EXTRACTED RECORDS:
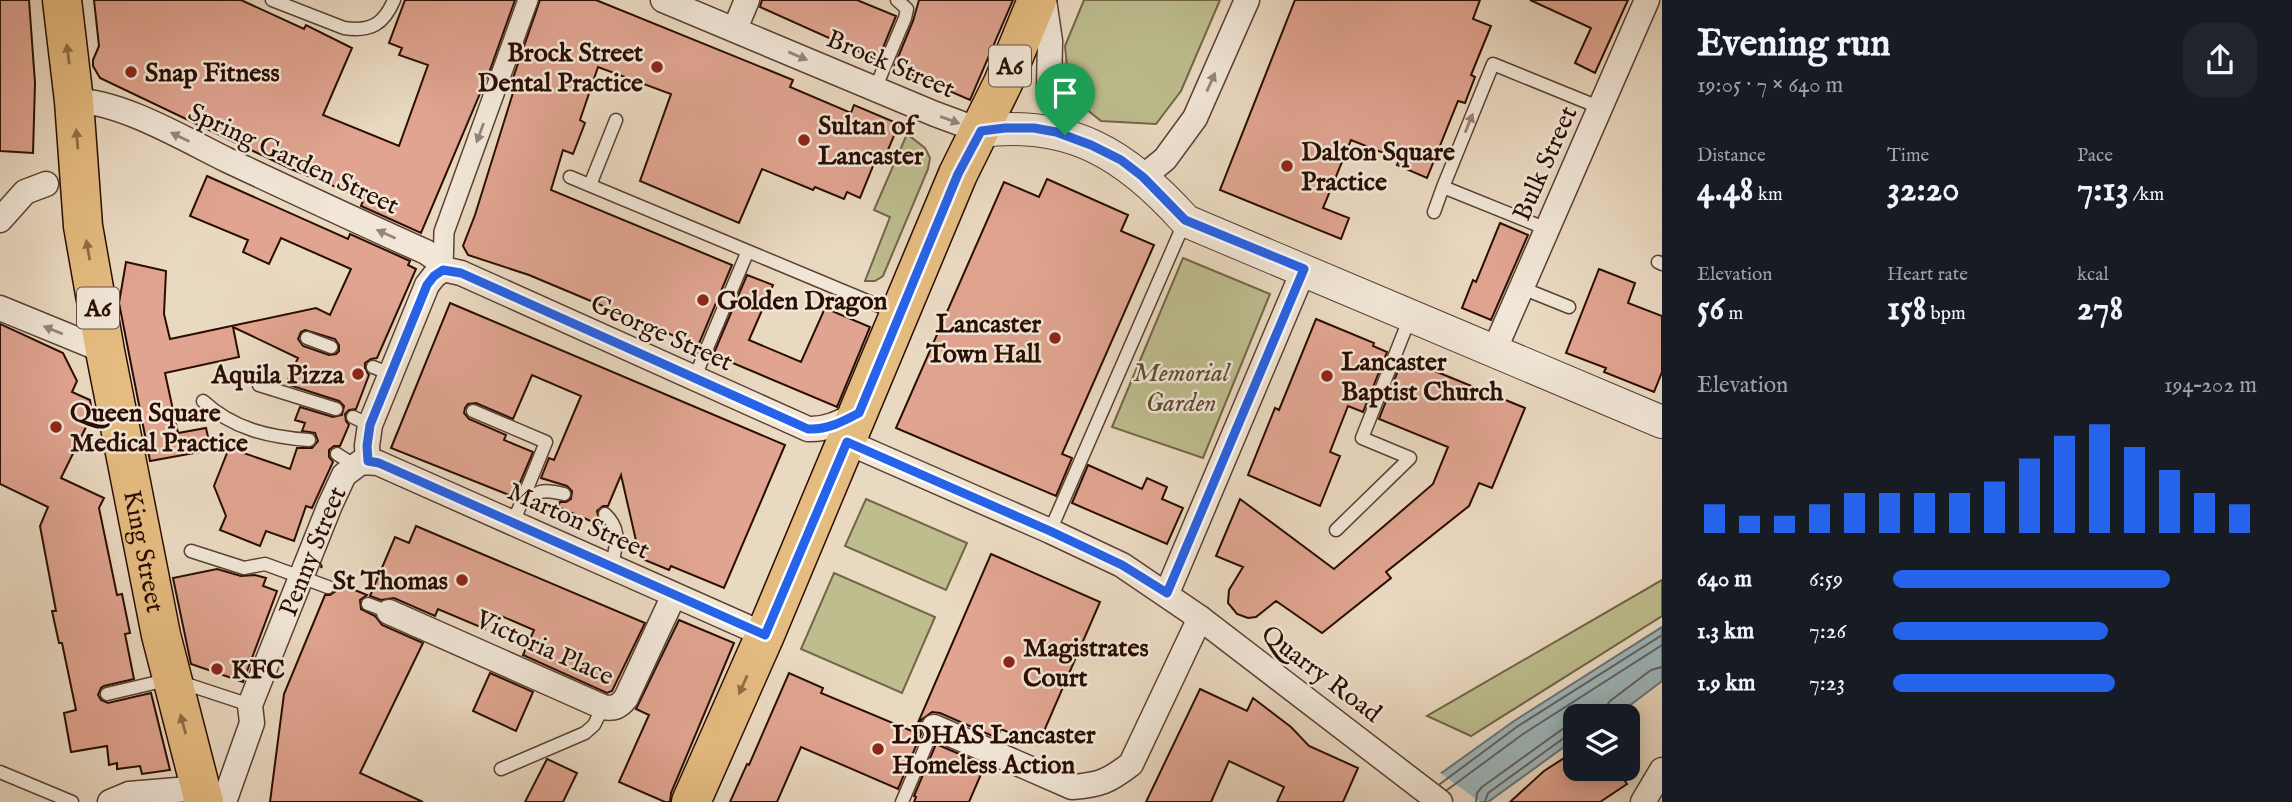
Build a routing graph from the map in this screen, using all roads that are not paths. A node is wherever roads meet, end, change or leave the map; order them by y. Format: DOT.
graph roads {
  1 [pos="62,0"];
  2 [pos="272,0"];
  3 [pos="394,0"];
  4 [pos="528,0"];
  5 [pos="663,0"];
  6 [pos="747,0"];
  7 [pos="897,0"];
  8 [pos="1037,0"];
  9 [pos="1044,0"];
  10 [pos="1247,0"];
  11 [pos="1650,4"];
  12 [pos="735,29"];
  13 [pos="875,89"];
  14 [pos="74,101"];
  15 [pos="1601,108"];
  16 [pos="616,120"];
  17 [pos="981,131"];
  18 [pos="1065,135"];
  19 [pos="570,177"];
  20 [pos="1143,177"];
  21 [pos="46,184"];
  22 [pos="590,185"];
  23 [pos="1443,187"];
  24 [pos="1434,212"];
  25 [pos="0,220"];
  26 [pos="1185,220"];
  27 [pos="1547,229"];
  28 [pos="747,253"];
  29 [pos="1304,269"];
  30 [pos="443,270"];
  31 [pos="1522,288"];
  32 [pos="1569,307"];
  33 [pos="0,308"];
  34 [pos="900,315"];
  35 [pos="1411,315"];
  36 [pos="307,338"];
  37 [pos="331,347"];
  38 [pos="105,351"];
  39 [pos="1494,351"];
  40 [pos="694,379"];
  41 [pos="259,384"];
  42 [pos="204,401"];
  43 [pos="336,409"];
  44 [pos="473,411"];
  45 [pos="1662,422"];
  46 [pos="853,428"];
  47 [pos="309,440"];
  48 [pos="353,460"];
  49 [pos="564,494"];
  50 [pos="517,514"];
  51 [pos="605,514"];
  52 [pos="1336,530"];
  53 [pos="1050,531"];
  54 [pos="191,551"];
  55 [pos="612,567"];
  56 [pos="300,575"];
  57 [pos="328,587"];
  58 [pos="1167,593"];
  59 [pos="674,595"];
  60 [pos="378,608"];
  61 [pos="1200,618"];
  62 [pos="765,635"];
  63 [pos="171,679"];
  64 [pos="107,694"];
  65 [pos="250,705"];
  66 [pos="612,707"];
  67 [pos="934,727"];
  68 [pos="501,769"];
  69 [pos="1662,770"];
  70 [pos="0,772"];
  71 [pos="206,790"];
  72 [pos="72,802"];
  73 [pos="110,802"];
  74 [pos="691,802"];
  75 [pos="902,802"];
  76 [pos="1440,802"];
  77 [pos="1643,802"];
  14 -- 1 [label="main road, King Street / A6, one-way"];
  2 -- 3 [label="lane"];
  4 -- 30 [label="street, one-way"];
  5 -- 12 [label="street, Brock Street"];
  6 -- 12 [label="street"];
  7 -- 13 [label="lane"];
  8 -- 17 [label="main road, A6"];
  9 -- 18 [label="street"];
  20 -- 10 [label="street, one-way"];
  11 -- 15 [label="street, Bulk Street"];
  12 -- 13 [label="street, Brock Street, one-way"];
  13 -- 17 [label="street, Brock Street, one-way"];
  30 -- 14 [label="street, Spring Garden Street, one-way"];
  38 -- 14 [label="main road, King Street / A6, one-way"];
  23 -- 15 [label="lane, one-way"];
  15 -- 27 [label="street, Bulk Street"];
  16 -- 22 [label="lane"];
  17 -- 18 [label="street"];
  17 -- 34 [label="main road, A6"];
  18 -- 20 [label="street"];
  19 -- 22 [label="lane"];
  20 -- 26 [label="street"];
  21 -- 25 [label="street"];
  22 -- 28 [label="lane"];
  23 -- 24 [label="lane"];
  23 -- 27 [label="lane"];
  26 -- 29 [label="street"];
  26 -- 53 [label="lane"];
  27 -- 31 [label="street, Bulk Street"];
  28 -- 34 [label="lane"];
  28 -- 40 [label="lane"];
  29 -- 35 [label="street"];
  29 -- 58 [label="street"];
  30 -- 40 [label="street, George Street"];
  30 -- 48 [label="street, Penny Street"];
  31 -- 32 [label="lane"];
  31 -- 39 [label="street, Bulk Street"];
  38 -- 33 [label="street, one-way"];
  34 -- 46 [label="main road, A6"];
  35 -- 39 [label="street"];
  35 -- 52 [label="lane"];
  36 -- 37 [label="lane"];
  38 -- 63 [label="main road, King Street / A6"];
  39 -- 45 [label="street"];
  40 -- 46 [label="street, George Street"];
  41 -- 43 [label="lane"];
  42 -- 47 [label="lane"];
  44 -- 50 [label="lane"];
  46 -- 53 [label="street"];
  46 -- 62 [label="main road, A6"];
  48 -- 50 [label="street, Marton Street"];
  48 -- 56 [label="street, Penny Street"];
  49 -- 50 [label="lane"];
  50 -- 55 [label="street, Marton Street"];
  51 -- 55 [label="lane"];
  53 -- 58 [label="street"];
  54 -- 56 [label="lane"];
  55 -- 59 [label="street, Marton Street"];
  56 -- 57 [label="lane"];
  56 -- 65 [label="street, Penny Street"];
  58 -- 61 [label="street, Quarry Road"];
  59 -- 62 [label="street, Marton Street"];
  59 -- 66 [label="street"];
  60 -- 66 [label="street, Victoria Place"];
  61 -- 67 [label="street"];
  61 -- 76 [label="street, Quarry Road"];
  62 -- 74 [label="main road, A6, one-way"];
  63 -- 64 [label="lane"];
  63 -- 65 [label="lane"];
  71 -- 63 [label="main road, King Street / A6, one-way"];
  65 -- 71 [label="street, Penny Street"];
  66 -- 68 [label="lane"];
  67 -- 75 [label="lane"];
  69 -- 77 [label="street"];
  70 -- 72 [label="lane"];
  71 -- 73 [label="street"];
}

YOUR TASK:
Report every line from the material above that mentions the word "King".

EXERCISE RESPONSE:
  14 -- 1 [label="main road, King Street / A6, one-way"];
  38 -- 14 [label="main road, King Street / A6, one-way"];
  38 -- 63 [label="main road, King Street / A6"];
  71 -- 63 [label="main road, King Street / A6, one-way"];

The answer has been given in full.